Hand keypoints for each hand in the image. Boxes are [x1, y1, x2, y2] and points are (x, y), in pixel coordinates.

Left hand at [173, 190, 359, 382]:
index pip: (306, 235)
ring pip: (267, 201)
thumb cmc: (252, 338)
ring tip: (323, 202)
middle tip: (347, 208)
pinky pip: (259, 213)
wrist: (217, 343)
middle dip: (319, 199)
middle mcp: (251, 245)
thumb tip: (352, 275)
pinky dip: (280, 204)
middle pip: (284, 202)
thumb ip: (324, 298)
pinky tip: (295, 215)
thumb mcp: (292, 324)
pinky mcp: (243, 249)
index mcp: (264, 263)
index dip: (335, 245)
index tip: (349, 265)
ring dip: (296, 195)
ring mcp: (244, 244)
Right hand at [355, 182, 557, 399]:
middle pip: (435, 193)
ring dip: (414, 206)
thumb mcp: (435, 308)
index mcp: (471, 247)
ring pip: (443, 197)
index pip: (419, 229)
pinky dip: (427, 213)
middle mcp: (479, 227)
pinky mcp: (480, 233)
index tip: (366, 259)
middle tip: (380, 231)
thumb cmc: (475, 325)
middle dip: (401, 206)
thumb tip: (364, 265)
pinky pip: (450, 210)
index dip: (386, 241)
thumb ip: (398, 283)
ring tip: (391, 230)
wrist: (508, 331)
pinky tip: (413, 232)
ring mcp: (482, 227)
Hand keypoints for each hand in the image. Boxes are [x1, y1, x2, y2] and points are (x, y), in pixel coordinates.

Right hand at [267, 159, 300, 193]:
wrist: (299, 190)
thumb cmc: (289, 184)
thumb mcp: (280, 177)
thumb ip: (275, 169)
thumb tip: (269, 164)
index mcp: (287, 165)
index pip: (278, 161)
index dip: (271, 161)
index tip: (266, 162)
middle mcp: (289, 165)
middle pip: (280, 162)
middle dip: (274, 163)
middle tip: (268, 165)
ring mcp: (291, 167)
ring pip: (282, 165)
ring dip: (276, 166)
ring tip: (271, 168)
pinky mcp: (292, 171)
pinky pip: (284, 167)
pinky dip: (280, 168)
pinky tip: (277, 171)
##############################
- What you will do
Could you restate word for word the lines above, from the one that contains "pinky mcp: (243, 249)" through the one that contains "thumb tip: (269, 164)", and no others?

- Written solution
pinky mcp: (243, 249)
index mcp: (264, 263)
index dip: (335, 245)
index tip: (349, 265)
ring dip: (296, 195)
ring mcp: (244, 244)
Right hand at [355, 182, 557, 399]:
middle pip: (435, 193)
ring dip: (414, 206)
thumb mcp: (435, 308)
index mcp: (471, 247)
ring pip: (443, 197)
index pip: (419, 229)
pinky dip: (427, 213)
middle mcp: (479, 227)
pinky mcp: (480, 233)
index tip: (366, 259)
middle tip: (380, 231)
thumb cmc: (475, 325)
middle dip: (401, 206)
thumb tip: (364, 265)
pinky pip: (450, 210)
index dip: (386, 241)
thumb ip: (398, 283)
ring tip: (391, 230)
wrist: (508, 331)
pinky tip: (413, 232)
ring mcp: (482, 227)
Hand keypoints for each hand in the image. Boxes are [x1, y1, x2, y2] and points are (x, y), in pixel coordinates.

Right hand at [267, 159, 300, 193]:
wrist: (299, 190)
thumb cmc: (289, 184)
thumb mcp: (280, 177)
thumb ip: (275, 169)
thumb tip: (269, 164)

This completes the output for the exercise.